## Material for the task

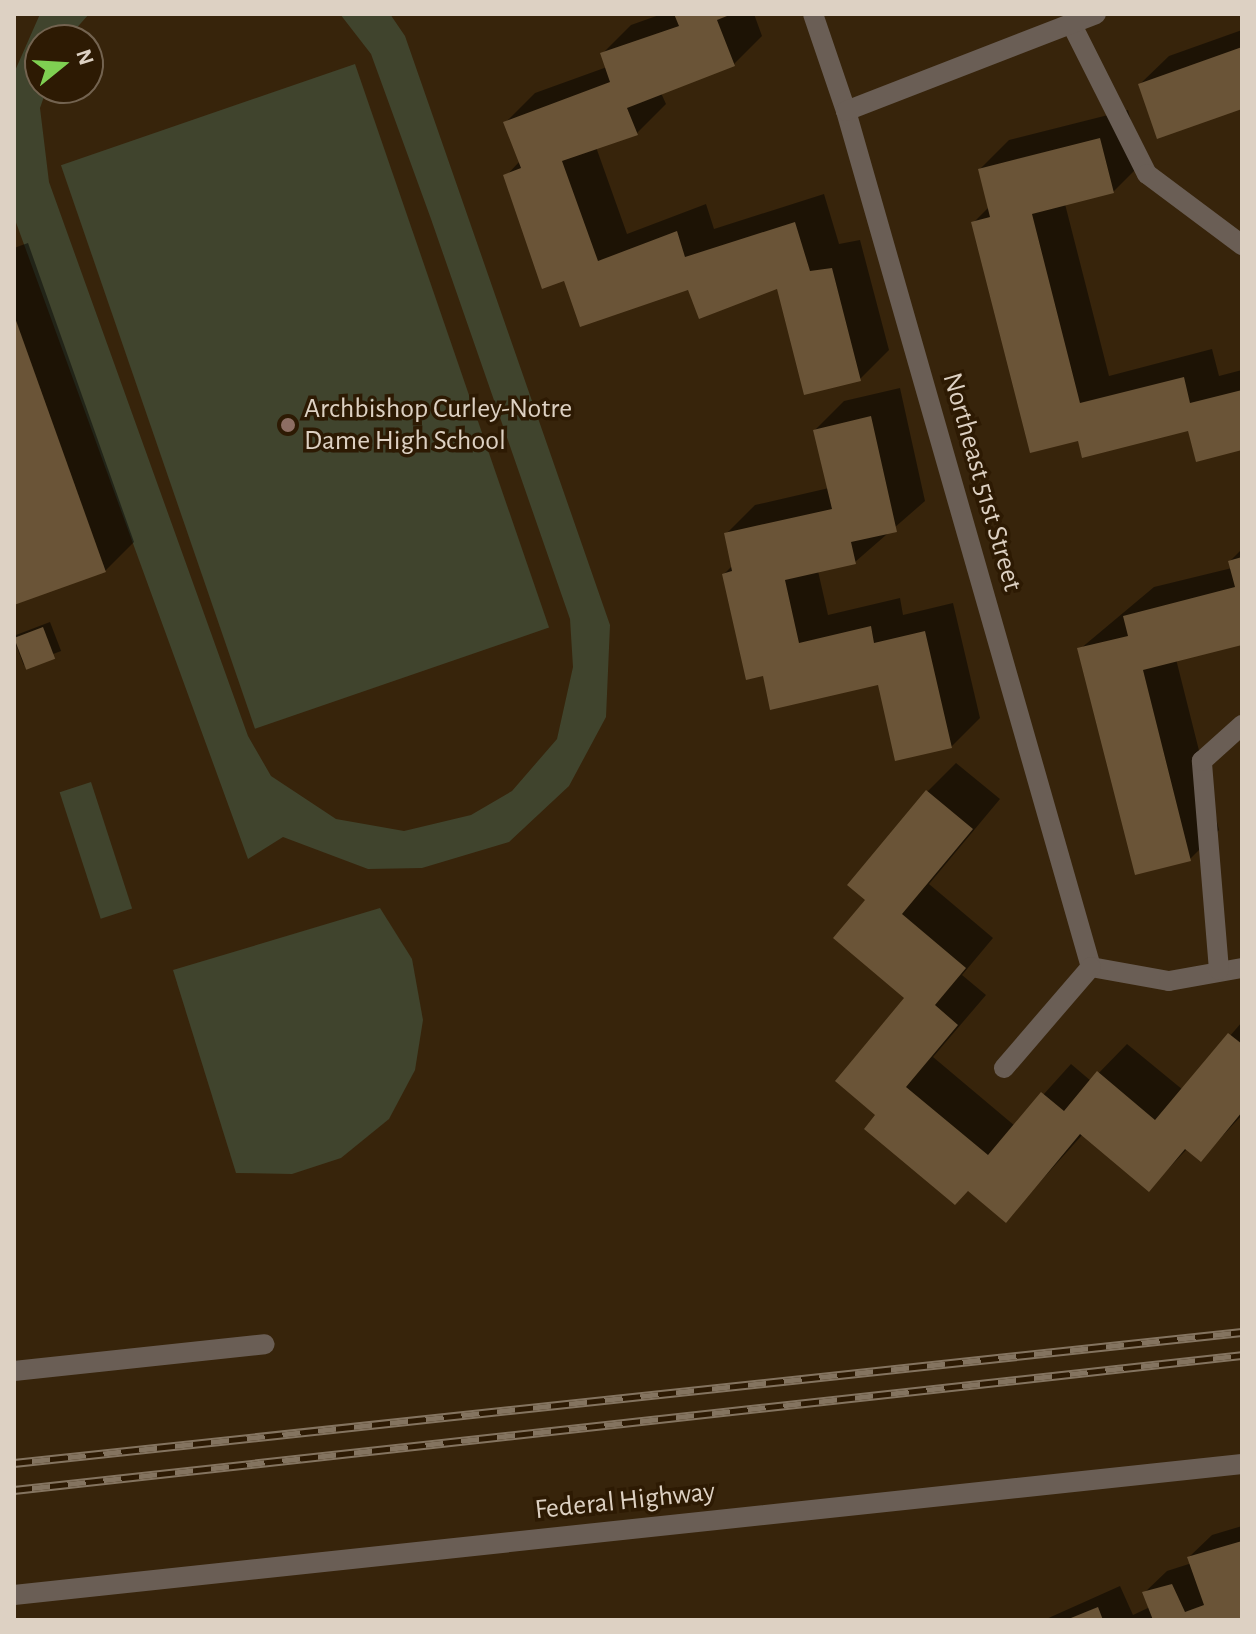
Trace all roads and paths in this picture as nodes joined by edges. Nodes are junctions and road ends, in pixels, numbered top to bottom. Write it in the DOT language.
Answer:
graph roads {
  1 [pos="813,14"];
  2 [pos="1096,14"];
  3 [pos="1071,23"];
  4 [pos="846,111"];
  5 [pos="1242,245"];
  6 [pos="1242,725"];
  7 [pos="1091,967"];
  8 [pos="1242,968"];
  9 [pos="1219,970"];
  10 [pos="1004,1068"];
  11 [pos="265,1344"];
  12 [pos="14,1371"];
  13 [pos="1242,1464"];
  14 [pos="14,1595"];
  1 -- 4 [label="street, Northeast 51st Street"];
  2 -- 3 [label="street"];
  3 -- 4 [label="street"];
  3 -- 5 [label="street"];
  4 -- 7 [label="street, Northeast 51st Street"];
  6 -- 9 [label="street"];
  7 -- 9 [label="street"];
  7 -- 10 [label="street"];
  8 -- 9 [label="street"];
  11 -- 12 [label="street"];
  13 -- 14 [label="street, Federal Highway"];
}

## Required work
With the pictures excluded, retype the records above verbatim.

## Solution for this exercise
Trace all roads and paths in this picture as nodes joined by edges. Nodes are junctions and road ends, in pixels, numbered top to bottom. Write it in the DOT language.
Answer:
graph roads {
  1 [pos="813,14"];
  2 [pos="1096,14"];
  3 [pos="1071,23"];
  4 [pos="846,111"];
  5 [pos="1242,245"];
  6 [pos="1242,725"];
  7 [pos="1091,967"];
  8 [pos="1242,968"];
  9 [pos="1219,970"];
  10 [pos="1004,1068"];
  11 [pos="265,1344"];
  12 [pos="14,1371"];
  13 [pos="1242,1464"];
  14 [pos="14,1595"];
  1 -- 4 [label="street, Northeast 51st Street"];
  2 -- 3 [label="street"];
  3 -- 4 [label="street"];
  3 -- 5 [label="street"];
  4 -- 7 [label="street, Northeast 51st Street"];
  6 -- 9 [label="street"];
  7 -- 9 [label="street"];
  7 -- 10 [label="street"];
  8 -- 9 [label="street"];
  11 -- 12 [label="street"];
  13 -- 14 [label="street, Federal Highway"];
}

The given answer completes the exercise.